Speaking to CNBC, Lagarde said, “I think we are generally in a good place. So, inflation is in a good place, because we are at around 2%.”

“I would say that the whole economy is in a good place,” she said, pointing to the ECB’s upward revisions to growth and to the strength of the labor market. “I would say that our monetary policy has done the job.”

With interest rates now at 2%, monetary policy was “positioned to respond, just in case,” she said. “Because while we are at that good place, things can happen. There can be shocks, there can be good developments, less good developments. And I think we are well positioned to respond to those potential shocks.”

“The latest [inflation] reading is good, the medium-term inflation is looking good as well,” she said.

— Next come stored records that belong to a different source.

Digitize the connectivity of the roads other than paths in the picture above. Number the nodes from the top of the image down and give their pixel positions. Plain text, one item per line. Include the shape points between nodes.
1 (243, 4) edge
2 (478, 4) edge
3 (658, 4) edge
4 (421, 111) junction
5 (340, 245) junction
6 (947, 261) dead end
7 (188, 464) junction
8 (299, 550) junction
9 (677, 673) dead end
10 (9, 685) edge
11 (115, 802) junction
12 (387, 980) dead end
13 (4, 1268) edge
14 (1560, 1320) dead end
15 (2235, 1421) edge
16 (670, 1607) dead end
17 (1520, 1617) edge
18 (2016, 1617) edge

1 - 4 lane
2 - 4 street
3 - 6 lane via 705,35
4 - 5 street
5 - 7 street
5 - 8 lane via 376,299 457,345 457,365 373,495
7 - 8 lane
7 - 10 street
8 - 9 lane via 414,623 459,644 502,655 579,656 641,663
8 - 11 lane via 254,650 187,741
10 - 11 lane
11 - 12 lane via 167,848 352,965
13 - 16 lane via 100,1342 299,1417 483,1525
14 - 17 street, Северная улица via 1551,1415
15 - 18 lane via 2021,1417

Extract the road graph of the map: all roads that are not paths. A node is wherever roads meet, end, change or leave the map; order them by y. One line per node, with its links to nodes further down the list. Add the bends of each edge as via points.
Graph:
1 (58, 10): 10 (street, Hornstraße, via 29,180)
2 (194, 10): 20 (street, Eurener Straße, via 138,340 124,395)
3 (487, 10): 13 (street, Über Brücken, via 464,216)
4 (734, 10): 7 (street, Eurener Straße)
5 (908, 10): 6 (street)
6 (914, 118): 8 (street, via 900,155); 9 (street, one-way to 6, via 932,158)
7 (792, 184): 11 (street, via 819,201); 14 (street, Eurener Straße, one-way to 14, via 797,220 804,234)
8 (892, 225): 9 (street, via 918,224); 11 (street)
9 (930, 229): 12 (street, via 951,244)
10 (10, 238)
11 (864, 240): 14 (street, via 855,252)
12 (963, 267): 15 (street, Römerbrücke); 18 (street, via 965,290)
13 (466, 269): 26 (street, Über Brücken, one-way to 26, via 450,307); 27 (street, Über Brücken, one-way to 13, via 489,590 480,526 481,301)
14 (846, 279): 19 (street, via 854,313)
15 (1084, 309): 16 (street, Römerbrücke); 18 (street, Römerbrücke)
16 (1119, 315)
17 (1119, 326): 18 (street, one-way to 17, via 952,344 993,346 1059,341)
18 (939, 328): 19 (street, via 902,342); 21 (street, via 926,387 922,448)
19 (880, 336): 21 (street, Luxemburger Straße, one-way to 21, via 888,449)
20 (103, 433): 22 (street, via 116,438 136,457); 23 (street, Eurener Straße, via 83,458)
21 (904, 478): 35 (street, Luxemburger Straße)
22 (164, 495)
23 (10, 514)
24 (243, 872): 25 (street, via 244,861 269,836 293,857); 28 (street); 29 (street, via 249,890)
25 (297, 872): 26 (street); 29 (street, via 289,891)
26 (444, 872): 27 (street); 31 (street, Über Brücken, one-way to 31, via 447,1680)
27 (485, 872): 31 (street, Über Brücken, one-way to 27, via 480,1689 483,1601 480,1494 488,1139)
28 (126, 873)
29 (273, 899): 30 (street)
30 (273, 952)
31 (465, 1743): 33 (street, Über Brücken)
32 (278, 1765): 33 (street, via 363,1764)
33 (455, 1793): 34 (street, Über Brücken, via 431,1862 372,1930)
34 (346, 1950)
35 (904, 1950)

Lagarde declined on principle to confirm that the ECB was done cutting rates, responding that she would “never say that.” Although the ECB had “tamed inflation so far,” policymakers had to “anticipate anything happening,” she said.

Uncertainty still remained and eluded models’ predictive power, she said in this context.

Asked how high the bar was for further cuts, Lagarde demurred again. “I cannot say,” she said. The Governing Council’s approach was meeting-by-meeting and data-dependent, she said.

Data-dependency included models and empirical data as well as “some judgement … to capture some of the elements that are not easily captured by models,” she said.

There were “both upside and downside risks to inflation,” she said. “I would say it’s fairly balanced at the moment.”

Growth risks at the moment were also “more balanced than it was,” she said, observing that various earlier concerns had somewhat abated. In this regard, she cited the absence of European retaliation to tariffs, the reduction of overall uncertainty and the failure of the euro to depreciate.

Just the same, there were downside risks to growth, she said, pointing to the potential for supply side and trade disruptions. “But the risks are much more balanced than they were,” she added.

“I have been quite surprised at how resilient our economies have been, and that has been the case in Europe,” she said. “So, we feared the worst and had the bad, but it wasn’t as bad as we had anticipated. In terms of growth, inflation, employment, I think that the economies have been very resilient, and much more so than we had anticipated.”

US tariffs affected European economic developments, but manageably so, she indicated, given that “it’s not a massive amount of trade that we do with the US.”

Still, the tariffs were “a serious add-on that has to be borne by someone,” she said. Early signs pointed to exporters, importers and consumers each bearing a third of the additional burden, she reported.

Lagarde expressed concern that “if there is too much restriction in that line of trade – between China and the US – a lot of the goods that would naturally go to the US will be diverted somewhere else: diverted to Central and Eastern Asia, but diverted to Europe as well. And that would have consequences for inflation.”

Trade between China and Europe in the wake of US tariffs had “increased, yes, not to the extent that we had feared, again, but it has increased, and that’s what we had anticipated in our forecasts,” she said.